L’univers de la marque Faouzia frad

35 ans de Haute couture...

Avenue Jugurtha, l’enseigne est discrète à l’image de celle qui l’a créée voila 35 ans déjà. Que de paillettes, perles et tissus précieux auront coulé sous le pont patiemment construit par l’habile Faouzia Frad.
Flash Back…..

Au début des années 80 la fille du ministre Habib Chatty vient de décrocher haut la main son diplôme d’orthophoniste à la Faculté de médecine de Paris.La jeune femme n’a pourtant pas fréquenté que les hôpitaux parisiens ; elle a aussi assidûment suivi les maisons de couture dont elle n’a raté aucun défilé. Ce monde lumineux qui sublime la femme la fascine….

Son éducation raffinée et son penchant naturel vers l’élégance feront définitivement pencher la balance vers ….les aiguilles. Après tout, elle considère qu’elle a accompli son devoir vis-à-vis de ses parents qui ne sont après tout pas étonnés de la découvrir, du haut de ses 20 ans, en chef d’entreprise.

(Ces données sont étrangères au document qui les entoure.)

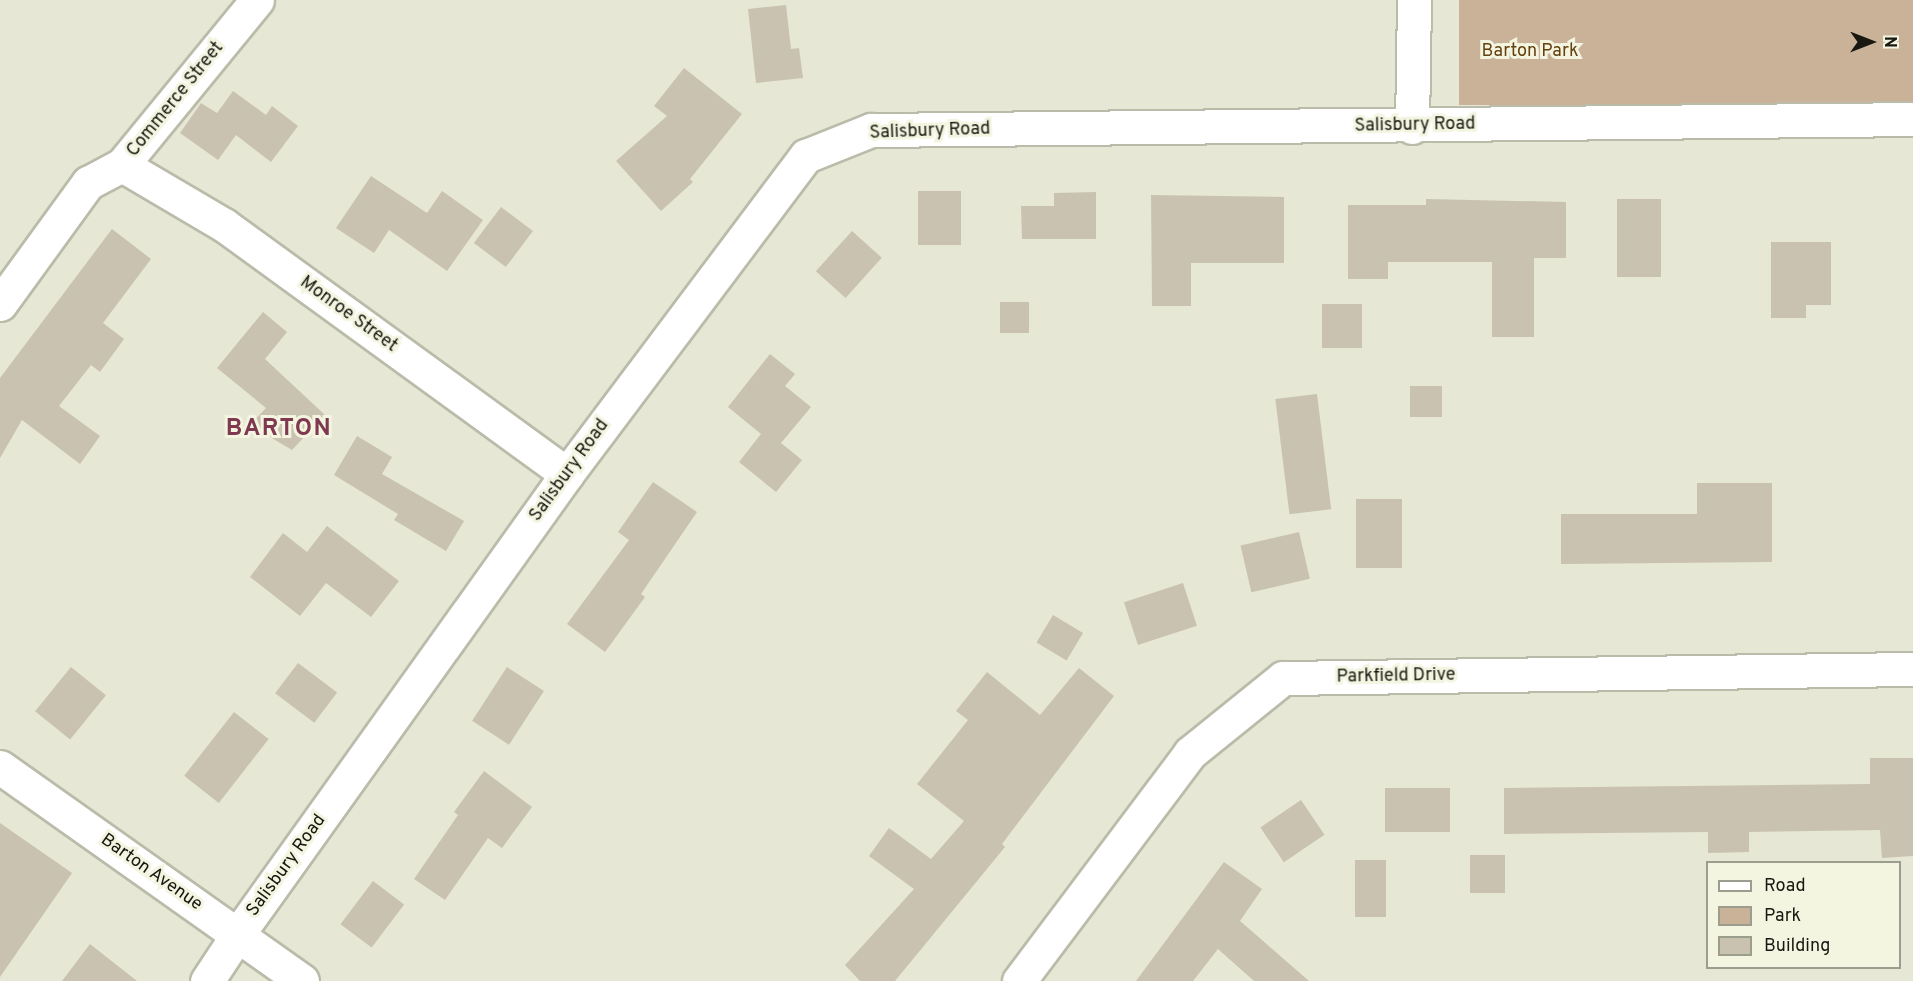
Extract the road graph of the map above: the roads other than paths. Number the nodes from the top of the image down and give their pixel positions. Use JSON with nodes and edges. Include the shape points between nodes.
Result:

Elle part d’un constat : la femme tunisienne ne dispose pas dans sa garde robe d’une robe d’hôtesse inspirée du patrimoine traditionnel, un vêtement luxueux, oriental, mais alliant également confort et élégance. Elle reçoit en habits européens et c’est bien dommage ! Qu’à cela ne tienne. Faouzia inventera ce « caftan » et reprend pour son compte cette appellation à l’époque marocaine. Pour moi dit-elle la femme tunisienne est une femme dynamique, coquette, saine et intelligente, qui crée, qui bouge et surtout qui existe par elle-même. « Lorsque je reçois une cliente, je suis à l’écoute de ses désirs et je mets tout en œuvre afin de satisfaire ses attentes, de trouver la pièce qui la mettra en valeur ! »

Le démarrage est rapide ! La jeune Faouzia ouvre son atelier avec 4 employés, dont un homme brodeur des sarrajines, car la broderie est une affaire d’hommes.

Et non, elle ne fera aucune publicité inutile. Le bouche à oreille fonctionne tant et si bien que la voilà 20 ans plus tard à la tête de la première maison de haute couture tunisienne employant 50 personnes dans ses ateliers. Rapidement en effet ses créations séduisent les belles de Tunis mais aussi l’Office National du Tourisme qui voit là le meilleur moyen d’exporter une imageséduisante et raffinée de la Tunisie.

Un premier défilé à la Baie des Singes en 1982, un an à peine après l’ouverture de la maison de couture. La courageuse Faouzia Frad ne recule pas devant l’effort. Des efforts qui portent leurs fruits . Les défilés s’enchaînent et les capitales de défiler : Rome, Milan, Paris, Madrid, Séville Londres, Dusseldorf, puis les pays du Golfe qui accueillent à bras ouverts la prodigue créatrice. Le Koweit, l’Irak, les Emirats, l’Arabie Saoudite, Bahrein, Oman, le Caire, Le Maroc…..les commandes se multiplient, milliers de pièces partent vers d’autres cieux habiller les femmes les plus élégantes du monde, Irma de Furstembers, Benazir Bhutto avec laquelle Faouzia s’est trouvée un jour nez à nez en ouvrant la porte de son atelier, Claudia Cardinale, et tant d’autres têtes couronnées qu’elle s’excuse de citer par discrétion. « La source de mon épanouissement est venue de là : il ne peut y avoir dans la vie plus grande source de fierté que celle de représenter son pays à l’étranger. La Tunisie est justement ce pays qui superbe la femme. Un peuple est composé à la fois d’hommes et de femmes, pratiquement à parts égales. Les régimes politiques qui ne laissent pas la femme prendre la place qu’elle mérite dans la société empêchent leurs pays d’avancer. »

Comme son père, Faouzia est devenue ambassadrice de son pays, l’ambassadrice de l’élégance et de la tradition tunisienne.

Sélima Mnasser
Réalités Femmes
Novembre 2006

La marque Faouzia Frad réinvente sans cesse cette alliance entre le délicat et le surprenant, le contemporain et l’oriental.

La création, le raffinement, l’originalité, la légèreté, la silhouette travaillée, les tissus vaporeux, la richesse des broderies…..

Influences :
Tunisienne, marocaine, ottomane, plus largement orientale

Matières :
Des matières nouvelles qui expriment les tonalités contemporaines de l’âme orientale

Broderies :
Fil d’or et fil d’argent, sarma, sarrajine, paillettes, crystal et perles fines expriment la richesse, la luminosité, la préciosité du vêtement, de sa coupe et de ses matières.